● TASK ITEM:
Return each record word for word and omit the pictures.

□ □ □ □ □ □ □

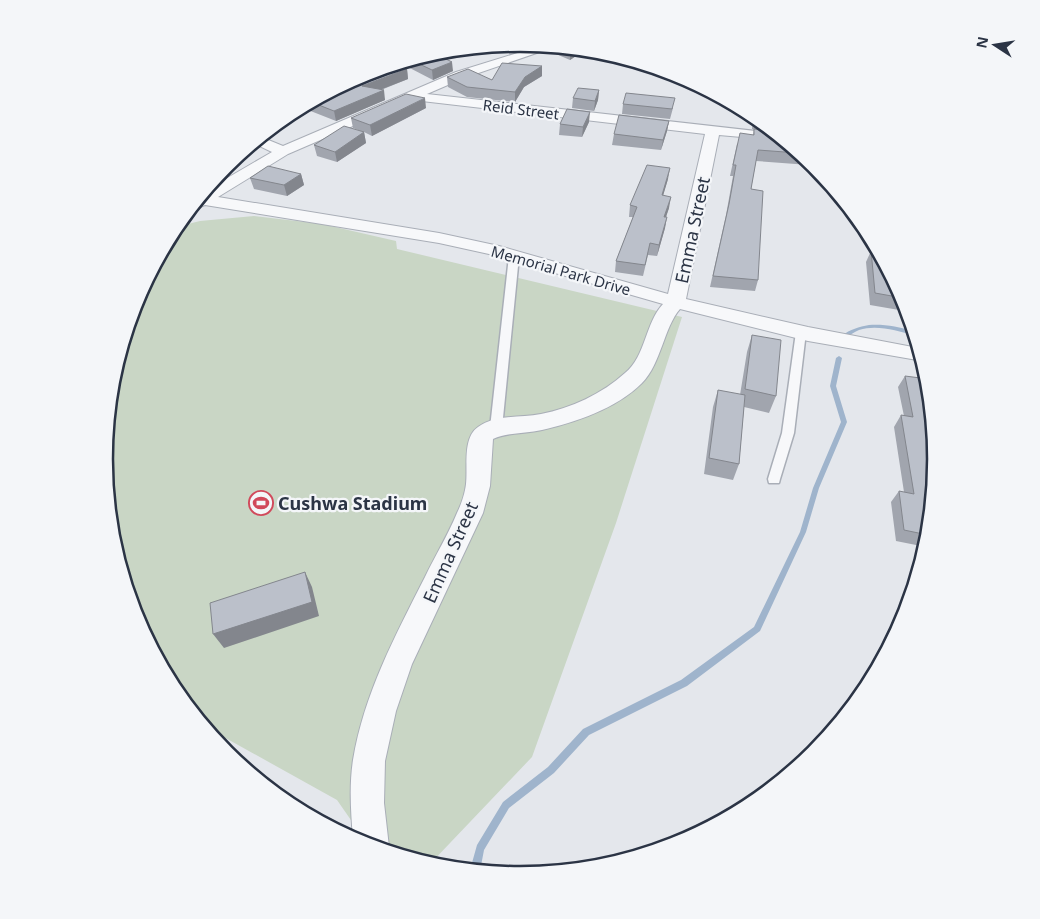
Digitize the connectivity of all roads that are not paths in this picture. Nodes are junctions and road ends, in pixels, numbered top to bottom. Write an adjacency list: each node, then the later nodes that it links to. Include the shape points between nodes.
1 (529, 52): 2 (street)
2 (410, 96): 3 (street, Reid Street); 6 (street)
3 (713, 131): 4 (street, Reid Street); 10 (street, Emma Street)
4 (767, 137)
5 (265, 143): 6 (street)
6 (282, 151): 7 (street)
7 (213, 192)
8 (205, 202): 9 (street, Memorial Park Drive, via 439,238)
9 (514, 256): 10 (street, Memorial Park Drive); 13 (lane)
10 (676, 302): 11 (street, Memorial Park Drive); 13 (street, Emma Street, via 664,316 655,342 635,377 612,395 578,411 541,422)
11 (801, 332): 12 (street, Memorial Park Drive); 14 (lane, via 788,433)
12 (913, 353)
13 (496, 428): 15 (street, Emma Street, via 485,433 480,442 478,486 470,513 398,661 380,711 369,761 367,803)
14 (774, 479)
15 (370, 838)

□ □ □ □ □ □ □

● SOLUTION TO THIS PROBLEM:
Digitize the connectivity of all roads that are not paths in this picture. Nodes are junctions and road ends, in pixels, numbered top to bottom. Write an adjacency list: each node, then the later nodes that it links to. Include the shape points between nodes.
1 (529, 52): 2 (street)
2 (410, 96): 3 (street, Reid Street); 6 (street)
3 (713, 131): 4 (street, Reid Street); 10 (street, Emma Street)
4 (767, 137)
5 (265, 143): 6 (street)
6 (282, 151): 7 (street)
7 (213, 192)
8 (205, 202): 9 (street, Memorial Park Drive, via 439,238)
9 (514, 256): 10 (street, Memorial Park Drive); 13 (lane)
10 (676, 302): 11 (street, Memorial Park Drive); 13 (street, Emma Street, via 664,316 655,342 635,377 612,395 578,411 541,422)
11 (801, 332): 12 (street, Memorial Park Drive); 14 (lane, via 788,433)
12 (913, 353)
13 (496, 428): 15 (street, Emma Street, via 485,433 480,442 478,486 470,513 398,661 380,711 369,761 367,803)
14 (774, 479)
15 (370, 838)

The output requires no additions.